== Exercise objective ==
Leaving out the pictures, return each line of the entries from the first through the line with "position:relative; flex:1; overflow:hidden", and only those lines.

(Collected data entries)
==============================

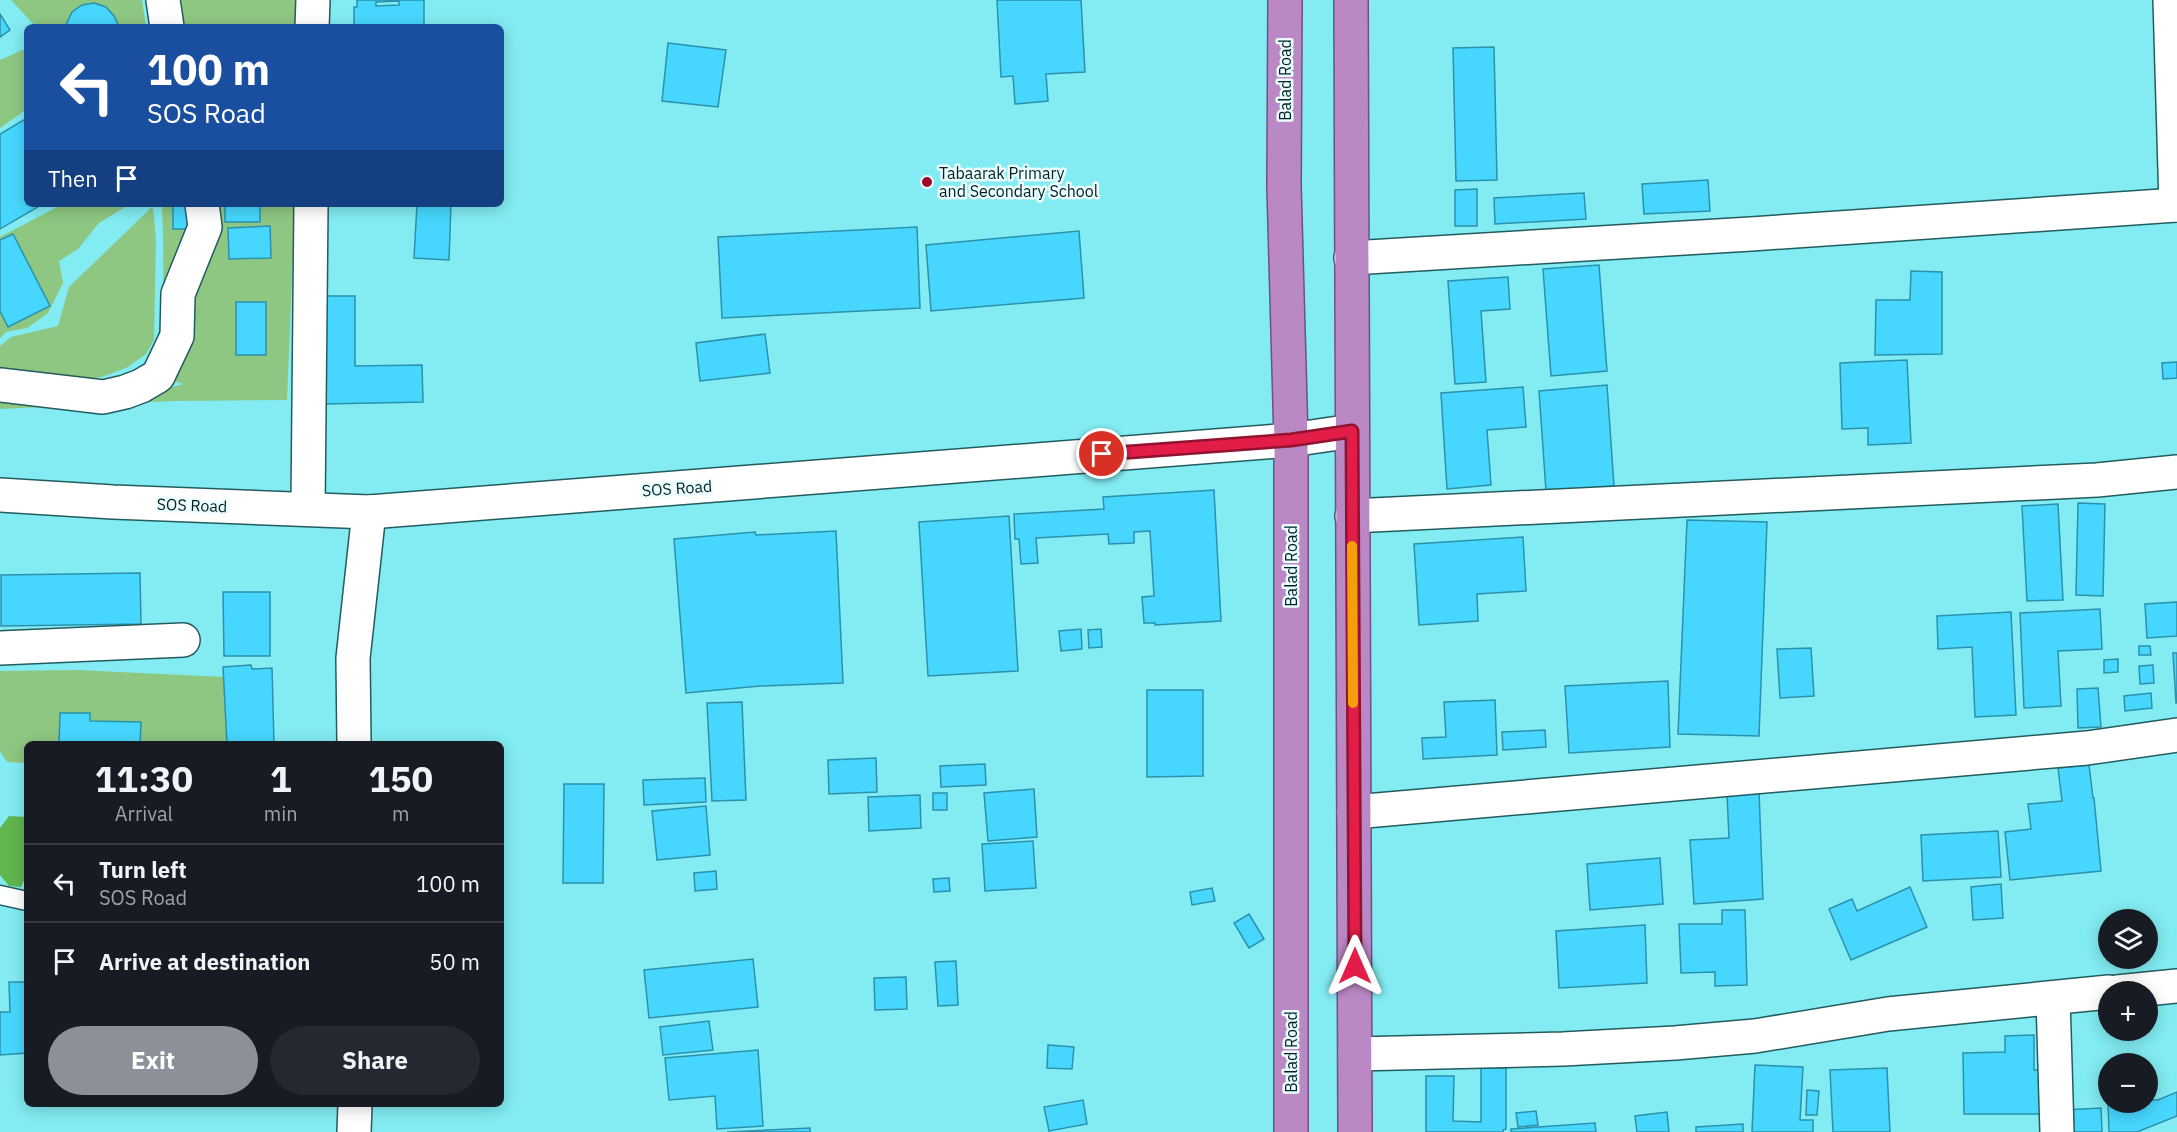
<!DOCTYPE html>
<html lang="en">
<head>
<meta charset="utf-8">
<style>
  body { margin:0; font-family:"IBM Plex Sans",sans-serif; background:#242831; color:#f1f3f6; height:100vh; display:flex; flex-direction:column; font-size:22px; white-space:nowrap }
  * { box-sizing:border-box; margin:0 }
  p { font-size:20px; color:#9ea1a6 }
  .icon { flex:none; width:33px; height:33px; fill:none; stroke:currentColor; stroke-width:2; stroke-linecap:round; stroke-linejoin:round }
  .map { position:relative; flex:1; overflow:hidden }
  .sheet { position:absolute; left:24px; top:741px; width:480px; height:366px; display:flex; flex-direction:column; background:#171b24; border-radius:9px; box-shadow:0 3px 15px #0003 }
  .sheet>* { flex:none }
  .top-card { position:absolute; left:24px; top:24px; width:480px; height:183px; border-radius:9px; box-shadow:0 3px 15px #0003; background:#1a4fa0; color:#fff; overflow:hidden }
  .controls { position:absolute; left:2098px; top:909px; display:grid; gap:12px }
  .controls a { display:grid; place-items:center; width:60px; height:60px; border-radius:50%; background:#171b24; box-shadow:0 3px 15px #0003; font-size:30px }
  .pin { position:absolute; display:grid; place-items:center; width:51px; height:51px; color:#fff; margin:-26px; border:3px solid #fff; border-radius:50%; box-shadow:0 2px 6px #0007 }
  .me { position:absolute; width:66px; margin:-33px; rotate:0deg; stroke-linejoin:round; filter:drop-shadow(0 0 4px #0008) }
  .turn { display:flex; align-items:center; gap:21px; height:126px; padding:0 24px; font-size:27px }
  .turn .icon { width:78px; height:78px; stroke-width:2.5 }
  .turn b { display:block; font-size:42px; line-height:51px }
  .then { display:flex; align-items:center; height:57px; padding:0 24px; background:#0003; gap:12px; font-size:22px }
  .eta { display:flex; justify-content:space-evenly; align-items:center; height:102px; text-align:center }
  .eta b { font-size:36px; font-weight:800; line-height:42px }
  .button { display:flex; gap:12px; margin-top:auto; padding:12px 24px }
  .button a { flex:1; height:69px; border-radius:36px; background:#8c9099; color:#fff; font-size:24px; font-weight:800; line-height:69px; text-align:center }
  .button a+a { background:#242831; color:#f1f3f6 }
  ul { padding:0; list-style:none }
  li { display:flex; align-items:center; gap:18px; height:78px; padding:0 24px; border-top:2px solid #363941 }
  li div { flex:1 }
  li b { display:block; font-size:22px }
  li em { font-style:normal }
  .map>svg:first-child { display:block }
  .green { fill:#8ec782 }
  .forest { fill:#62b64e }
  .building { fill:#47d7fe; stroke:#2b91ac; stroke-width:1.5; fill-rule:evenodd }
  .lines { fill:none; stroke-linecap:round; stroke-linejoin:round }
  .service-casing { stroke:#235c5f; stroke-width:21 }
  .minor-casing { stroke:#235c5f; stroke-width:36 }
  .tertiary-casing { stroke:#235c5f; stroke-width:36 }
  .trunk-casing { stroke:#6e5184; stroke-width:36 }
  .service { stroke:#fff; stroke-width:18 }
  .minor { stroke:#fff; stroke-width:33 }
  .tertiary { stroke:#fff; stroke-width:33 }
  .trunk { stroke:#bb88c6; stroke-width:33 }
  .route-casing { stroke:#92132f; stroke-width:15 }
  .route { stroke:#e11d48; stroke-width:10 }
  .slow { stroke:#f59e0b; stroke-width:10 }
  .poi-dot { fill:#a30429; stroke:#ebfdfe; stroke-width:2 }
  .labels { text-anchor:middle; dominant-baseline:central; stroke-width:5; stroke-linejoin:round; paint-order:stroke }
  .street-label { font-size:16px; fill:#002224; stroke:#ebfdfe }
  .poi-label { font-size:16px; fill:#002224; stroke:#ebfdfe; text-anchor:start }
</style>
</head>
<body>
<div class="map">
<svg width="2177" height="1132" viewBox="0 0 2177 1132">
  <rect width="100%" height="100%" fill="#82ecf2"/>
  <g class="green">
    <polygon points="11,0 142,0 146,27 36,27"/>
    <polygon points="148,0 304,0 302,27 151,27"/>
    <polygon points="27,48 27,109 0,128 0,60"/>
    <polygon points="63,204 130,204 99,223 78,249 59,261 63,283 48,313 27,328 6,332 0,338 0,237"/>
    <path d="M162 204H295L287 400 175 401 0 409V392L120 403 183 384 142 369C146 362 151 356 154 349 167 315 163 241 162 204Z"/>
    <polygon points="153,206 156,239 154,340 146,354 128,367 102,377 88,379 74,376 0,377 0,346 11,337 58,326 69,287"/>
    <polygon points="77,670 225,677 239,744 140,744 140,722 90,721 90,713 60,713 59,726 69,726 67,744 27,744 27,763 7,762 0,751 0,671"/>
  </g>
  <polygon class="forest" points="9,816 27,817 27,874 21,887 9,886 0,875 0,828"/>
  <g class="building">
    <path d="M357 0H424V27H354V7H357ZM399 1V5L376 6V2Z"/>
    <polygon points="997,0 1081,0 1085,72 1046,74 1048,101 1015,104 1013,76 1001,77"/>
    <polygon points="94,3 106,7 114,16 119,27 65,27 72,12 82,5"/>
    <polygon points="0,14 10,30 0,37"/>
    <polygon points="668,43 726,50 718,107 662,101"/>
    <polygon points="1494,47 1497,180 1456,181 1453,48"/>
    <polygon points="27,118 27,204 43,204 0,229 0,134"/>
    <polygon points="1708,180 1710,211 1644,214 1642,184"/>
    <polygon points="1477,189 1477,226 1455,226 1455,190"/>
    <polygon points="1584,193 1586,219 1495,224 1494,198"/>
    <rect x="173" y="204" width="19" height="25"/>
    <rect x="225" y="204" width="35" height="18"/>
    <polygon points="417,204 451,204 449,260 414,258"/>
    <polygon points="270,226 271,258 229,259 228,228"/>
    <polygon points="917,227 920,308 722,318 718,237"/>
    <polygon points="1079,231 1084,298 931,311 926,245"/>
    <polygon points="13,234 50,306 8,327 0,311 0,240"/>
    <polygon points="1599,265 1607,371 1551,376 1543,269"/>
    <polygon points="1911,271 1942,272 1942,354 1875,355 1876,300 1910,300"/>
    <polygon points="1508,277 1510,309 1481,311 1486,382 1455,384 1448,281"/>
    <polygon points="326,296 355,296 355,366 422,365 423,402 324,404 323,367 326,367"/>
    <rect x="236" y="302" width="30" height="53"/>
    <polygon points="765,334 770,373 700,381 696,343"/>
    <polygon points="1907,360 1911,443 1868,445 1868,428 1842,429 1840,363"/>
    <polygon points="2177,362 2177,378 2163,379 2162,363"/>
    <polygon points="1607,385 1614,486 1546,491 1539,391"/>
    <polygon points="1523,387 1526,427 1487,430 1491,485 1447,489 1441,393"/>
    <polygon points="1214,490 1221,621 1155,625 1155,623 1144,623 1142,597 1154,596 1150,531 1134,532 1134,543 1109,544 1108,534 1036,538 1038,563 1021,564 1019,539 1015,539 1014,514 1104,509 1103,497"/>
    <polygon points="2078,503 2105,504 2103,596 2076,595"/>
    <polygon points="2058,504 2063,600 2027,601 2022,506"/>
    <polygon points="1009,516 1018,671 928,676 919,522"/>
    <polygon points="1687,520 1767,522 1759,736 1678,734"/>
    <polygon points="836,531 843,683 760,686 686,693 674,539 755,532 756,535"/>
    <polygon points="1523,537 1526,591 1477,594 1478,621 1419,625 1414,544"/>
    <polygon points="140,573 141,624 1,626 1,575"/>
    <polygon points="223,592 270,592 270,656 224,656"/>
    <polygon points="2177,602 2177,636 2147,638 2145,604"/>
    <polygon points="2100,609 2102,649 2058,651 2061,706 2024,708 2020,613"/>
    <polygon points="2011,612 2016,715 1975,717 1972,647 1938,649 1937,616"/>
    <polygon points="1081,629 1082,649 1061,651 1059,631"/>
    <polygon points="1101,629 1102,647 1089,648 1088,630"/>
    <polygon points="2139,646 2150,646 2151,655 2139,655"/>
    <polygon points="1811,648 1814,696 1780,698 1777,649"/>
    <polygon points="2173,653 2177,653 2177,703 2176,703"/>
    <polygon points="2118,659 2118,672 2104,673 2104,660"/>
    <polygon points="251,665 252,669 272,668 274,744 227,744 223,667"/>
    <polygon points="2153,665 2154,683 2140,684 2139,666"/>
    <polygon points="1668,681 1670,747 1569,753 1565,686"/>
    <polygon points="2098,688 2101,727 2078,728 2077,689"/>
    <polygon points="1147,690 1203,690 1203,776 1147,777"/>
    <polygon points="2151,693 2152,708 2125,711 2124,696"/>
    <polygon points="1495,700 1497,755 1423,759 1422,738 1446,737 1444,702"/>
    <polygon points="742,702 746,800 712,801 707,703"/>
    <polygon points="60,713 90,713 90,721 141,722 140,744 59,744"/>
    <polygon points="1545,730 1546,747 1503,750 1502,732"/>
    <polygon points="876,758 877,792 829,794 828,760"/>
    <polygon points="985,764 986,785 941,787 940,766"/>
    <polygon points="2089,765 2093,798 2094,798 2101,871 2010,880 2005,832 2031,829 2028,804 2062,801 2058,768"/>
    <polygon points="705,778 706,802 644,805 643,780"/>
    <polygon points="564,784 604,784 603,883 563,883"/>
    <polygon points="1034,789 1037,837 988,841 984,793"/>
    <polygon points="1759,791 1763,899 1694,904 1690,840 1729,838 1727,794"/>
    <rect x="933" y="793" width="14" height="17"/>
    <polygon points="920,795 921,828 869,831 868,797"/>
    <polygon points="706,806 710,855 657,860 652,811"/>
    <polygon points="1998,831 2001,877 1923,881 1921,835"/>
    <polygon points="1033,841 1036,888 985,891 982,844"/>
    <polygon points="1660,858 1663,904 1590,910 1587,864"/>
    <polygon points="716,871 717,889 695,891 694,873"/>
    <polygon points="949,878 950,891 934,892 933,879"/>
    <polygon points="2001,884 2003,918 1973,920 1971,887"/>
    <polygon points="1910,887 1927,927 1851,960 1829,909 1852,899 1857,911"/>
    <polygon points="1212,888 1215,901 1192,905 1190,892"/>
    <polygon points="1722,910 1745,910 1747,985 1715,986 1715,972 1681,973 1679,924 1722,924"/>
    <polygon points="1249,914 1264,939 1249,948 1234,923"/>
    <polygon points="1645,925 1647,983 1559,988 1556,931"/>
    <polygon points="753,959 758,1007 649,1018 644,970"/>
    <polygon points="956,961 958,1005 938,1006 935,962"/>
    <polygon points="906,977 907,1009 875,1010 874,978"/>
    <polygon points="9,982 27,982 27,1053 0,1055 0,1012 10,1012"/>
    <polygon points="709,1021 713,1050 663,1055 660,1027"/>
    <polygon points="2034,1035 2034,1070 2042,1070 2043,1114 1964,1114 1963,1053 2005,1052 2005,1036"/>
    <polygon points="1048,1045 1074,1047 1072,1069 1047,1068"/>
    <polygon points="758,1050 763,1126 717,1129 715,1096 669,1100 665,1058"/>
    <polygon points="1755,1065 1803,1067 1800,1120 1813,1120 1813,1132 1752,1132"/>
    <polygon points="1481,1068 1506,1068 1506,1129 1503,1130 1503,1132 1426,1132 1426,1076 1454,1076 1453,1121 1481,1122"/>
    <polygon points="1887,1068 1890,1132 1833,1132 1830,1070"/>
    <polygon points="1807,1090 1819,1091 1817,1115 1806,1115"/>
    <polygon points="2177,1092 2177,1116 2137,1132 2109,1132 2108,1102 2148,1102 2148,1100 2158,1100"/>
    <polygon points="1083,1100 1087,1124 1049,1131 1044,1107"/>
    <polygon points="2101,1108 2102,1132 2064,1132 2063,1110"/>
    <polygon points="1536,1111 1538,1125 1518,1127 1516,1113"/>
    <polygon points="1667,1112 1669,1132 1637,1132 1635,1116"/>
    <polygon points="1595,1123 1596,1132 1511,1132 1511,1129"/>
    <polygon points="1743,1124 1743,1132 1696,1132 1696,1127"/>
    <polygon points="810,1128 810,1132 727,1132"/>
  </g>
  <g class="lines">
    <g class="service-casing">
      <polyline id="service" points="0,895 27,901"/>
    </g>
    <g class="minor-casing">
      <g id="minor">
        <polyline points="163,0 167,27"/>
        <polyline points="2170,0 2176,205"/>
        <polyline points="312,27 313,0"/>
        <polyline points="1351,258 1751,234 2177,205"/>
        <polyline points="0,385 103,397 125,392 141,386 158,376 177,336 178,294 205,227 202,204"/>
        <polyline points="308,508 311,204"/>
        <polyline points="1352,516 2097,480 2177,472"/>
        <polyline points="0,648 183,640"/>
        <polyline points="354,744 353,658 369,512"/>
        <polyline points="1354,812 2087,748 2177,735"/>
        <polyline points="2117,992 2177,986"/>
        <polyline points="2053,998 2057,1132"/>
        <polyline points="1355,1054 1563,1049 1675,1043 1755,1036 1888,1014 2109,992"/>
        <polyline points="354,1132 355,1104"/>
      </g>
    </g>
    <g class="tertiary-casing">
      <polyline id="tertiary" points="0,495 113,502 369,512 1291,440 1352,431"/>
    </g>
    <g class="trunk-casing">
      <g id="trunk">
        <polyline points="1285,0 1284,186 1291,440 1291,1132"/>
        <polyline points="1351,0 1355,1132"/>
      </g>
    </g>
    <use href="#service" class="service"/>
    <use href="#minor" class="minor"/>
    <use href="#tertiary" class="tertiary"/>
    <use href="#trunk" class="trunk"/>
  </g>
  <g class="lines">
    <g class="route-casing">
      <polyline id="route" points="1102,454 1291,440 1352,431 1355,966"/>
    </g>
    <use href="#route" class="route"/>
    <polyline class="slow" points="1352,546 1353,703"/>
  </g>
  <circle class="poi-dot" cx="927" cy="182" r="6"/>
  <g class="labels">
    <g class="street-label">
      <text transform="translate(1285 80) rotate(-90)">Balad Road</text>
      <text transform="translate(677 488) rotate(-4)">SOS Road</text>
      <text transform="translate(192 505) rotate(2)">SOS Road</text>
      <text transform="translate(1291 566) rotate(-90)">Balad Road</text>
      <text transform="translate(1291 1052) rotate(-90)">Balad Road</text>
    </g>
    <g class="poi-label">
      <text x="939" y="173">Tabaarak Primary<tspan x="939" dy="18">and Secondary School</tspan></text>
    </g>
  </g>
</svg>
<div class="controls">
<a><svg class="icon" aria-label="layers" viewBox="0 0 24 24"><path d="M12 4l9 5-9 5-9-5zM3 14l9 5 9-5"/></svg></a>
<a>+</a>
<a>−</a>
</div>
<div class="pin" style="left:1102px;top:454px;background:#d93025"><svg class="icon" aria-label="arrive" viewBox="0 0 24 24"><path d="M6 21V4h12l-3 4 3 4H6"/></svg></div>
<svg class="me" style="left:1355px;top:966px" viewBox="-20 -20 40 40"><path d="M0-17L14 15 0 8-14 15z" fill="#e11d48" stroke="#fff" stroke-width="4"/></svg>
<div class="top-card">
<div class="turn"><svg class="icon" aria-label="left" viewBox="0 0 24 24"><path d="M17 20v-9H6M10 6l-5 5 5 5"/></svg><div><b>100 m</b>SOS Road</div></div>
<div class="then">Then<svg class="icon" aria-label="arrive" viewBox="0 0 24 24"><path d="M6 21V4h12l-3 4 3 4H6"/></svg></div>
</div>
<section class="sheet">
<div class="eta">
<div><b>11:30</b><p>Arrival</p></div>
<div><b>1</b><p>min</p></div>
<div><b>150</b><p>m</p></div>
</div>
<ul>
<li><svg class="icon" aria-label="left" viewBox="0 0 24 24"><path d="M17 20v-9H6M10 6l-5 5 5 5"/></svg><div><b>Turn left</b><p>SOS Road</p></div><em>100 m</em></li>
<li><svg class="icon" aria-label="arrive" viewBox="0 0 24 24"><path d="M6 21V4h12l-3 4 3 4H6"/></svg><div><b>Arrive at destination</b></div><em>50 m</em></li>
</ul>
<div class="button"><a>Exit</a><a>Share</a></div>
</section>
</div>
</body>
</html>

==============================

== Exercise answer ==
<!DOCTYPE html>
<html lang="en">
<head>
<meta charset="utf-8">
<style>
  body { margin:0; font-family:"IBM Plex Sans",sans-serif; background:#242831; color:#f1f3f6; height:100vh; display:flex; flex-direction:column; font-size:22px; white-space:nowrap }
  * { box-sizing:border-box; margin:0 }
  p { font-size:20px; color:#9ea1a6 }
  .icon { flex:none; width:33px; height:33px; fill:none; stroke:currentColor; stroke-width:2; stroke-linecap:round; stroke-linejoin:round }
  .map { position:relative; flex:1; overflow:hidden }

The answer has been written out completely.